The U.S. feasibility trial, using the Cribier-Edwards percutaneous heart valve produced by Edwards Lifesciences (NYSE:EW), is focused only on replacement of the aortic valve, but Hijazi's team and Edwards were able to get special "compassionate-use" permission from the U.S. Food and Drug Administration to use the device in this unusual case.

Officials from Edwards stress that this was an unusual, compassionate-use exception, and that there are no plans for an ongoing pulmonary trial.

Justin Reaves has a life-long history of heart trouble. He was born with aortic stenosis, a narrowing of the aortic valve, which ensures that blood flows only one way, out of the left ventricle and into the aorta, when the heart beats. He underwent valvuloplasty, the use of an expandable balloon to open the narrowing, once at 18 months and again at age five.

That kept him going until he turned 14, when his constricted and leaky aortic valve finally had to be replaced. This time he came to the University of Chicago, where surgeons performed a Ross procedure, in which they removed the pulmonary valve and used it to replace the aortic valve. Then they replaced the pulmonary valve with a valve from a cadaver.

Unfortunately, Justin had post-operative complications, including an infection around the surgical incision, that required several trips back to the operating room, and both valves were again replaced.

By the summer of 2004, however, he had developed a new narrowing, this time in his transplanted pulmonary valve. The problem got worse over time until by this fall he was so short of breath that "he even got tired just talking," said his mother, Jeanine Reaves.

Because of all his previous heart operations, the team searched for any possible alternative to more surgery for Justin. Hijazi, an authority on non-surgical repair of cardiac defects, was able to work with Edwards Lifesciences to help convince the FDA that replacing the valve in this way was a reasonable option and to perform this one case.

Designed for use through a catheter, the Cribier-Edwards valve can be inserted and placed in a beating heart without surgery or reliance on cardiopulmonary bypass. The device integrates a balloon-expandable, wire-mesh, stainless-steel stent that serves to anchor it in place, with tissue leaflets, that ensure one-way blood flow.

The balloon-mounted valve is compressed to the diameter of a pencil, then inserted at the tip of a long thin plastic catheter through a small incision in the groin and delivered through the veins to the heart. The catheter is passed through the right atrium to the right ventricle, which pumps blood to the lung through the pulmonary valve.

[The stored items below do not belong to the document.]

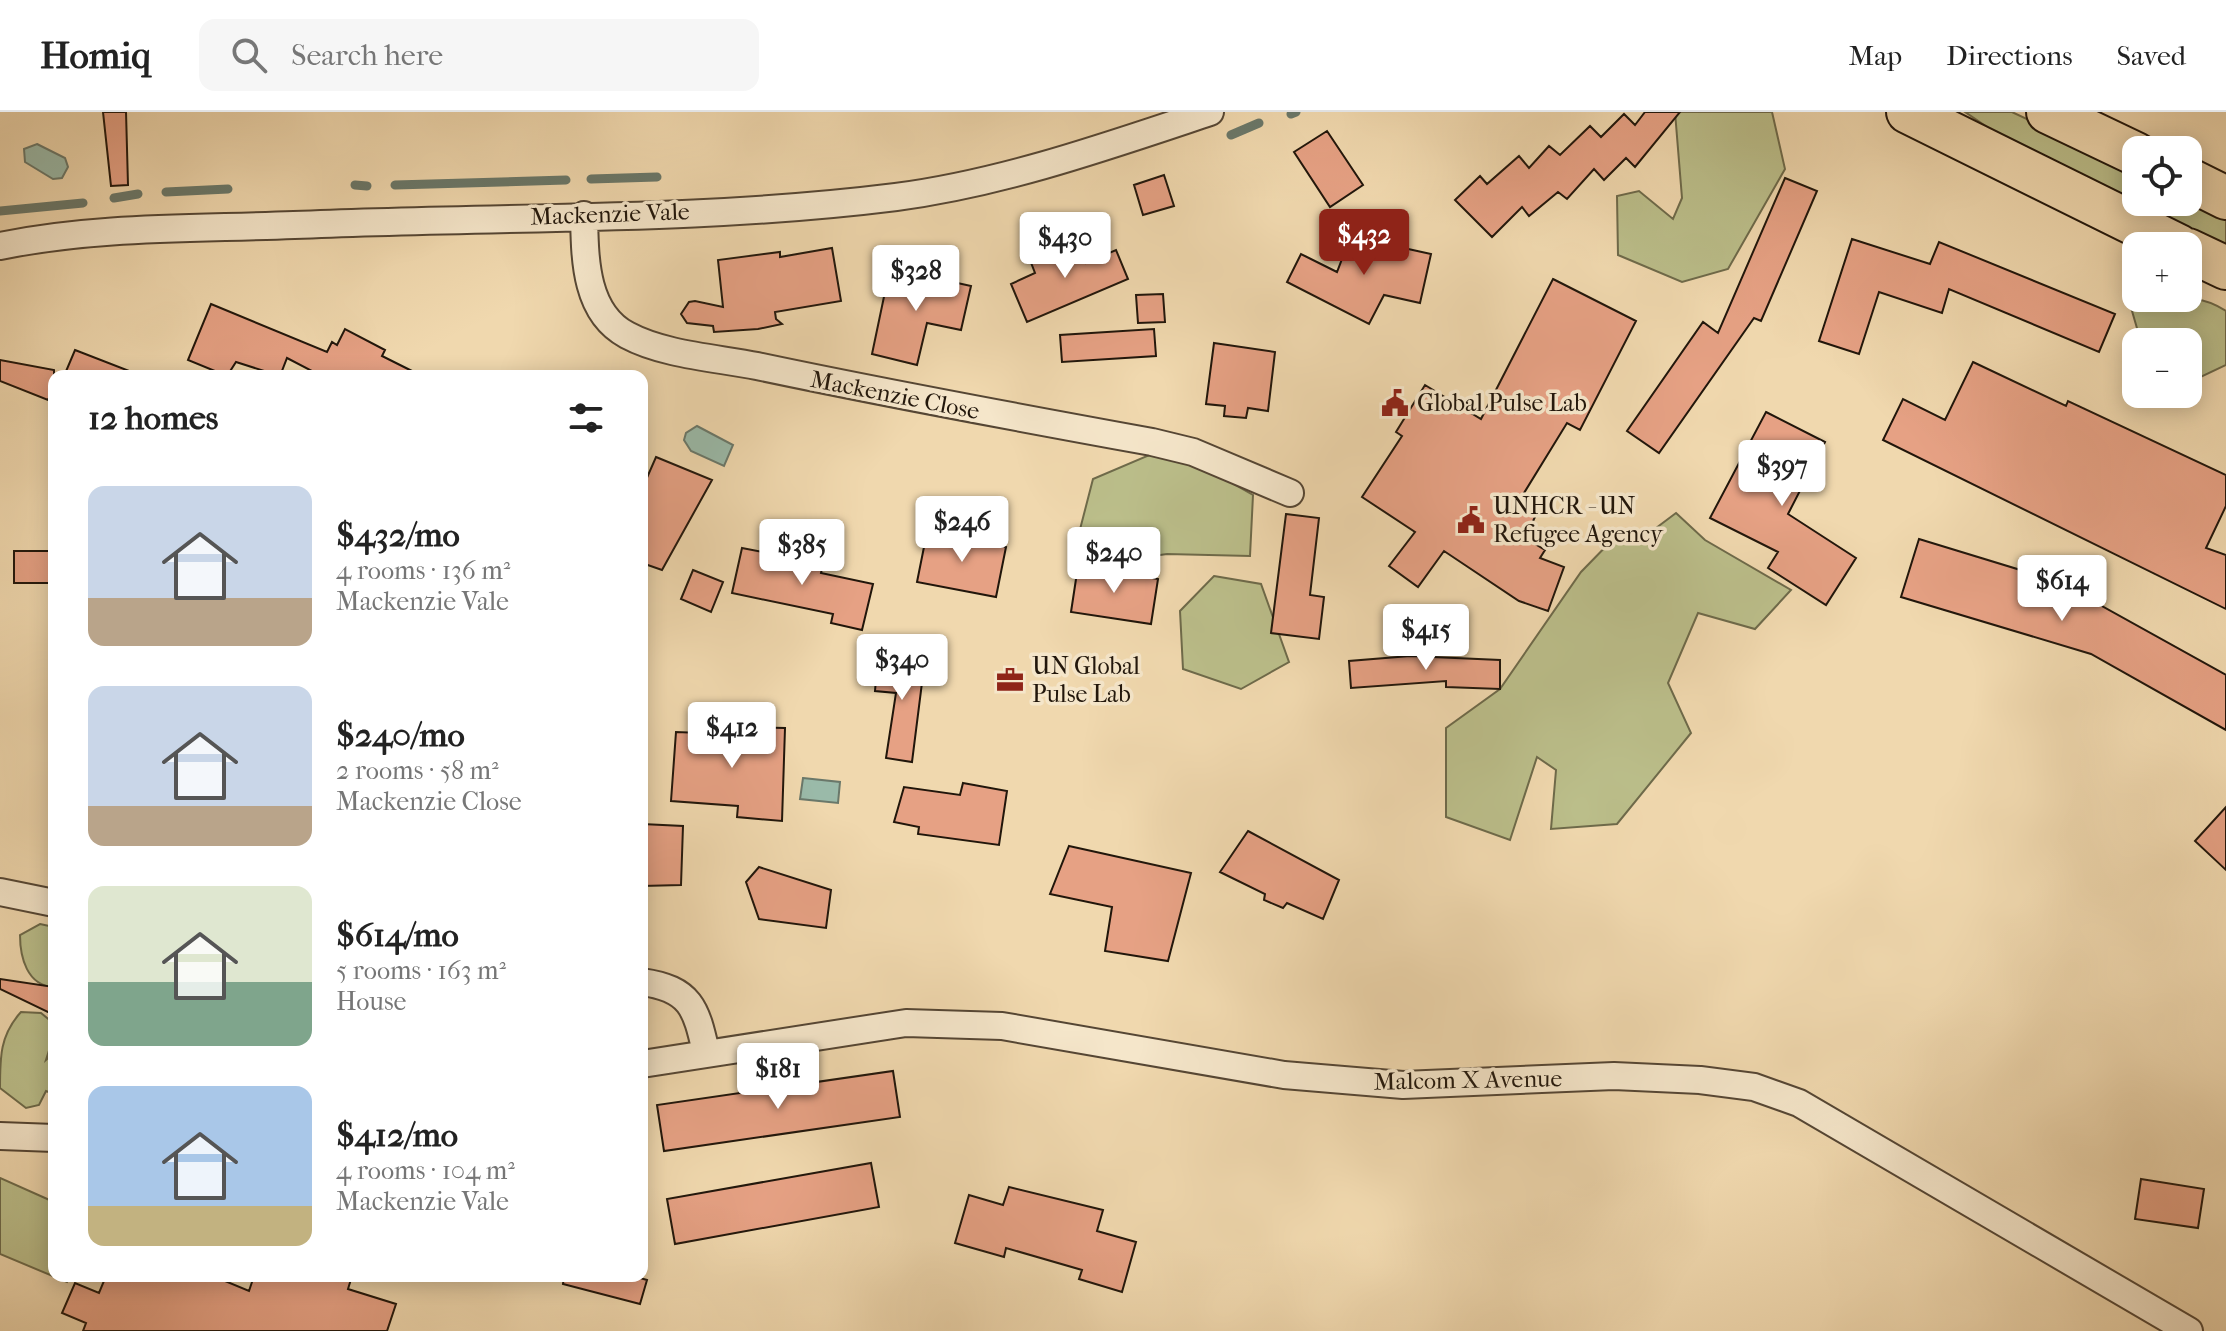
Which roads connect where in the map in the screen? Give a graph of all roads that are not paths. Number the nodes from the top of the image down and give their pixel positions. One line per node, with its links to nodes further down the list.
1 (1210, 112): 7 (street, Mackenzie Vale)
2 (1908, 112): 8 (main road)
3 (2048, 112): 4 (main road)
4 (2122, 147)
5 (2202, 186): 6 (main road)
6 (2226, 198)
7 (584, 215): 9 (street, Mackenzie Vale); 12 (street, Mackenzie Close)
8 (2151, 232)
9 (0, 246)
10 (2202, 257): 11 (main road)
11 (2226, 268)
12 (1290, 493)
13 (0, 892): 14 (street)
14 (48, 902)
15 (648, 983): 16 (street)
16 (706, 1052): 17 (street, Malcom X Avenue); 20 (street, Malcom X Avenue)
17 (648, 1063)
18 (0, 1136): 19 (street)
19 (48, 1138)
20 (2189, 1331)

In Justin Reaves' case, once physicians reached the pulmonary valve, they used the balloon to expand the stent inside the existing valve. This opened the narrowed valve and lodged the device--now about as wide as a quarter--in place without the need for sutures.

While traditional valve-replacement surgery requires opening the patient's chest, stopping his or her heart, and maintaining circulation with cardiopulmonary bypass, this procedure was completed on a beating heart without the use of a heart-lung machine. Reaves was awake and alert within a few minutes after the procedure and talking with his parents and nurses.

"Mom," he said when he woke up, "I can actually take a deep breath." His mother noted that his hands and fingers were "pink, actually pink," right after the procedure, instead of their customary pale gray.

More than 75 patients have received an aortic heart valve as part of feasibility studies taking place in the U.S. and Europe on the Cribier-Edwards valve delivered through the patient's circulatory system via a catheter, but this is the first U.S. case involving the technology for pulmonary valve replacement.

"Ongoing trials will tell us what we can expect in the long term from this percutaneous approach for replacing aortic valves," Hijazi said. "The jury is still out. We don't expect this to be a substitute for traditional surgical valve replacement in most cases. But, for now, we appear to have fixed Justin's immediate problem," he added. "We bought him some time, maybe several years, and who knows what new options we will have by then."

Dr. Hijazi has a personal consulting relationship with Edwards Lifesciences in which he assists the company in testing and developing devices in pre-clinical studies.